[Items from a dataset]

········

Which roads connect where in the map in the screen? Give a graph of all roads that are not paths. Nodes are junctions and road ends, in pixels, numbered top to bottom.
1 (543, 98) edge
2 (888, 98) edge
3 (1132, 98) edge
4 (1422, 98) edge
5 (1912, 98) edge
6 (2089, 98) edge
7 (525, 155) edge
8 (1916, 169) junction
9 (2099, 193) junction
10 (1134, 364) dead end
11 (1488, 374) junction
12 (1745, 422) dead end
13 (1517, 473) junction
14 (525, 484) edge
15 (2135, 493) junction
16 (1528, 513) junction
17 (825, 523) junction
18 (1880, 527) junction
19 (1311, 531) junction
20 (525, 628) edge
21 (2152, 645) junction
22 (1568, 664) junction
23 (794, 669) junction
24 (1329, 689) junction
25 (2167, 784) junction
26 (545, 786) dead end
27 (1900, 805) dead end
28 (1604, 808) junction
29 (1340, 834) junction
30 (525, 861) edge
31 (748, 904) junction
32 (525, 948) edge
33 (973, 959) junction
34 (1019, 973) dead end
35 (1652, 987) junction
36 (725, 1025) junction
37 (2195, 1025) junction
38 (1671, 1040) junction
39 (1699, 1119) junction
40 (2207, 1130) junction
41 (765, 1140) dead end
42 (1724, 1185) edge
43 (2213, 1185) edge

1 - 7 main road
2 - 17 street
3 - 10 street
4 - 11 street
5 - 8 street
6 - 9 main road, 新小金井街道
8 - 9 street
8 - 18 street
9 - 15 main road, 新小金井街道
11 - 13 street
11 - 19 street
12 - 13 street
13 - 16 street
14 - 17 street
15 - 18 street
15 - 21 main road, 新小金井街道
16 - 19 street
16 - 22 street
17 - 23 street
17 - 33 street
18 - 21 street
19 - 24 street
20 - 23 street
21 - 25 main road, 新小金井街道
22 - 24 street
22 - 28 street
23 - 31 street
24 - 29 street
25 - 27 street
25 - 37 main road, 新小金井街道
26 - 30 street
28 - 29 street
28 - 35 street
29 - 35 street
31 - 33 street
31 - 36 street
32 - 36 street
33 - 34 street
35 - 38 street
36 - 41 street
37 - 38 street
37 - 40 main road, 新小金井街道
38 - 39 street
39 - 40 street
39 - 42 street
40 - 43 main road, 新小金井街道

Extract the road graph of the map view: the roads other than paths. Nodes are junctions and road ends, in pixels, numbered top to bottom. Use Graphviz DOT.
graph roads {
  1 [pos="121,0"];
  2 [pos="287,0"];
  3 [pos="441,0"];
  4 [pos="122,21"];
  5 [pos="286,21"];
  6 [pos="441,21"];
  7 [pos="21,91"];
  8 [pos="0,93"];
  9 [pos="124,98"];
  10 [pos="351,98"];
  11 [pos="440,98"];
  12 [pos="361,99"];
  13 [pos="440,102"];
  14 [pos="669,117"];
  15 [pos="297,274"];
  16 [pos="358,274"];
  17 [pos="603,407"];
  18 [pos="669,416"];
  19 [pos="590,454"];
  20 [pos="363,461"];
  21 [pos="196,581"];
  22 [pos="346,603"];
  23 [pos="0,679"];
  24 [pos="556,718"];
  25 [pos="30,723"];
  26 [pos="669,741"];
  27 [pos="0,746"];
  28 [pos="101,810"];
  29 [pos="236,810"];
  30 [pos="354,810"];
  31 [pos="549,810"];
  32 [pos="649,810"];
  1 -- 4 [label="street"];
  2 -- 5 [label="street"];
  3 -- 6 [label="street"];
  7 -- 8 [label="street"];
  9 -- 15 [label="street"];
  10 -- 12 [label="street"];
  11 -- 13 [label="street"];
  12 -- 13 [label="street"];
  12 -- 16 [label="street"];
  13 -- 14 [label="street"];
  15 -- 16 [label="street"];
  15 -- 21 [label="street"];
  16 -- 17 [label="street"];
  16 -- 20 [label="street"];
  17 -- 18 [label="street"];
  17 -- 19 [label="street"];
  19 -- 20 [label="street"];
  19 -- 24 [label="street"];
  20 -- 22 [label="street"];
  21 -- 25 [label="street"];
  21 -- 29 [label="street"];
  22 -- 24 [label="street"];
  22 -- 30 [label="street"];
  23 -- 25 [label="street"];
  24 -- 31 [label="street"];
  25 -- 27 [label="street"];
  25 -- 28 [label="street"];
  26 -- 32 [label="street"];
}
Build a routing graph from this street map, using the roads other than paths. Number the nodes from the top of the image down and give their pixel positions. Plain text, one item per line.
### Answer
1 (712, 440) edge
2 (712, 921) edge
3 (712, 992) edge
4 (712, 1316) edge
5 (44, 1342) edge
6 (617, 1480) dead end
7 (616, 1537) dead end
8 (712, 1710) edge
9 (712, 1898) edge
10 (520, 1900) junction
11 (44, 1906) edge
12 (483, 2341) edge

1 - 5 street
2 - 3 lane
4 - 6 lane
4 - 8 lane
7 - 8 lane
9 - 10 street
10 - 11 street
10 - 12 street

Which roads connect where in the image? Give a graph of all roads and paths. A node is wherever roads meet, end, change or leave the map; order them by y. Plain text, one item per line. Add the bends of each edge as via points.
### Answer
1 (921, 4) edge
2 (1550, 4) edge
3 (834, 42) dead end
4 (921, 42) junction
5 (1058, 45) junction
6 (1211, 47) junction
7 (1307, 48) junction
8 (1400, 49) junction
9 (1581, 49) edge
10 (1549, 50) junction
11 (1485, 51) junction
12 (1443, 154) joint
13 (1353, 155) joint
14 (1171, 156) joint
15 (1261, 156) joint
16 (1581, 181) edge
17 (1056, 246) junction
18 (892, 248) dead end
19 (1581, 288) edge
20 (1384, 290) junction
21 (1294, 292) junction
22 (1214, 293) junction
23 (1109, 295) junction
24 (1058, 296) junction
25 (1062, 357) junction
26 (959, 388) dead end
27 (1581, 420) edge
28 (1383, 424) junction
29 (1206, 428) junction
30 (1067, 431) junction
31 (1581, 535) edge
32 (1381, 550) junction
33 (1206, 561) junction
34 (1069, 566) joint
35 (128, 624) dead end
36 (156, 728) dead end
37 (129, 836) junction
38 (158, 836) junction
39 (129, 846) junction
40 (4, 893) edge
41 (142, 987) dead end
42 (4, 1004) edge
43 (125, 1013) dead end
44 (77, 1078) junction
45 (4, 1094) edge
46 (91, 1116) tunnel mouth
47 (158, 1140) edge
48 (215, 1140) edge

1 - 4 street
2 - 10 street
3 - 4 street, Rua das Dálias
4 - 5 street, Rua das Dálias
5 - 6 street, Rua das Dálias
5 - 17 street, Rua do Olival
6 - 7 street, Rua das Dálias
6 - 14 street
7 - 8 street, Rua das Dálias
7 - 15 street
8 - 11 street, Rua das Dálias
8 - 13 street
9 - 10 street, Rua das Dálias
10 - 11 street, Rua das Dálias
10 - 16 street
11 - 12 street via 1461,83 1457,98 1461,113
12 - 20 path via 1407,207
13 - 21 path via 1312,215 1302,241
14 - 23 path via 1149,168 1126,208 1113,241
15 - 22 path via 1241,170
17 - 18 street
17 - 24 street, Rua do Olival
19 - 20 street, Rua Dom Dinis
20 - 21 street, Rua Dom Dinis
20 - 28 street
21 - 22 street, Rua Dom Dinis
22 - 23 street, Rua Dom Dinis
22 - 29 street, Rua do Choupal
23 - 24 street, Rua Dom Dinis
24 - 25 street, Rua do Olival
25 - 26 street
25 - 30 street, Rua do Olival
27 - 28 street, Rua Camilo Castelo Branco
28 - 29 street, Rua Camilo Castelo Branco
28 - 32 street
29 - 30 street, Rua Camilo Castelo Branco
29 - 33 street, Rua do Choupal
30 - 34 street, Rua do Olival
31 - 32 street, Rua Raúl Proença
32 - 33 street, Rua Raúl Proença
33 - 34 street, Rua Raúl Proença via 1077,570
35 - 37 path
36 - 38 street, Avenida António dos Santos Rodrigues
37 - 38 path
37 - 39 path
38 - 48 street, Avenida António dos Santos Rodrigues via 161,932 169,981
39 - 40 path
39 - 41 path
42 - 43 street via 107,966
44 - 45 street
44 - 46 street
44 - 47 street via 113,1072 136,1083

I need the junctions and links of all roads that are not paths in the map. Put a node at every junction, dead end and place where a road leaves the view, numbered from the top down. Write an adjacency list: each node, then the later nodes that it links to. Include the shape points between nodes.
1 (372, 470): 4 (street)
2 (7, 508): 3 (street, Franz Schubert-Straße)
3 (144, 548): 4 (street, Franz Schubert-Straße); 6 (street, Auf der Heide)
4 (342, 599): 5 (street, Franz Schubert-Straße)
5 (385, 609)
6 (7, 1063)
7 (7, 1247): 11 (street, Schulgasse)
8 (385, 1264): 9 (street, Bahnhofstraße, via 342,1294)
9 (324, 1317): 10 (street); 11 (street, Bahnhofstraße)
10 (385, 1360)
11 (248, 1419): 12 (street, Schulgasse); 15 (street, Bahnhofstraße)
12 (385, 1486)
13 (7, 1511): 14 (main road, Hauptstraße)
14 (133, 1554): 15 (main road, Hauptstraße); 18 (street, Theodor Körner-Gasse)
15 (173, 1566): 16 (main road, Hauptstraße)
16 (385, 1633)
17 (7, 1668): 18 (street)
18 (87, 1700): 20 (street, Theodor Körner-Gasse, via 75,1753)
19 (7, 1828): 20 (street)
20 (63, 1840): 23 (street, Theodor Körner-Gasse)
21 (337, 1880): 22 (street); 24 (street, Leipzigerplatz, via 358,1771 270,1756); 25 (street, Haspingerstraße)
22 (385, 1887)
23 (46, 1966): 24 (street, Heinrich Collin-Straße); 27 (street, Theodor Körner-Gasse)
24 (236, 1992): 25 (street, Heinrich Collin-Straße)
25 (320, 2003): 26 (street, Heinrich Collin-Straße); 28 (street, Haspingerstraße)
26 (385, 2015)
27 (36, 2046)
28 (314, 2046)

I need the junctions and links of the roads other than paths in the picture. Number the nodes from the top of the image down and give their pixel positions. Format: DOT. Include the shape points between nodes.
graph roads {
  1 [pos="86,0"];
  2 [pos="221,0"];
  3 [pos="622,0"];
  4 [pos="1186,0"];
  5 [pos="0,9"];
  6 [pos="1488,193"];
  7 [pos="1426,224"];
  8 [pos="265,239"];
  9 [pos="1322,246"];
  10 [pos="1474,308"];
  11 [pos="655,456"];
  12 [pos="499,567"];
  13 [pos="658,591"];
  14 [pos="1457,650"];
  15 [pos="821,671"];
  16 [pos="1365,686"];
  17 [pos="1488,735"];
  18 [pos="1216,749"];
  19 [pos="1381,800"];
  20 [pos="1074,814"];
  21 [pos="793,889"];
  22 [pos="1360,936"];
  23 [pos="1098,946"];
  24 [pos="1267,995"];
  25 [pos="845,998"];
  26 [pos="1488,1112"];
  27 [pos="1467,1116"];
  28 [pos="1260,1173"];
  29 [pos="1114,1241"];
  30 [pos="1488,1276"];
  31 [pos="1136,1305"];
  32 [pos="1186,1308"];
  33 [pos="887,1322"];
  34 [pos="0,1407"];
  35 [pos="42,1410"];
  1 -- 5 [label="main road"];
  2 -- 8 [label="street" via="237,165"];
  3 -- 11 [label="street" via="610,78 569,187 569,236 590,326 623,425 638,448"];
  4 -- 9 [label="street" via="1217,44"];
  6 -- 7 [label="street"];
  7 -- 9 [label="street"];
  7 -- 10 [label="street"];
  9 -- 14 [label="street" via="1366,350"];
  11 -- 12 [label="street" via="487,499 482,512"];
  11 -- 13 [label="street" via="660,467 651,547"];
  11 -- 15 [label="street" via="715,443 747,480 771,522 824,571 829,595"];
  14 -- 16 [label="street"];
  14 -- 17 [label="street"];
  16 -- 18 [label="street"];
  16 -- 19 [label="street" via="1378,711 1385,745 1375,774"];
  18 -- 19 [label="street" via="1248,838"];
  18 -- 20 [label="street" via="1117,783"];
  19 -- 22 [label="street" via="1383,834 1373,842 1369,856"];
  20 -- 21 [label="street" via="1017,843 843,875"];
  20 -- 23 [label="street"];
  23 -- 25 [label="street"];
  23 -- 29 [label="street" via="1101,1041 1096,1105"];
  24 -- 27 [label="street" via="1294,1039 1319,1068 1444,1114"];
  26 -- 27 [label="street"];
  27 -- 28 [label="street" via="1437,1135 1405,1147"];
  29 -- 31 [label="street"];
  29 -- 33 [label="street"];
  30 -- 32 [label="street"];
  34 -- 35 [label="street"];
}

········

_EXERCISE INSTRUCTIONS:_
Among the entries, how many lines include the word "Haspingerstraße"? Answer with only the number.

_FINISHED EXERCISE:_
2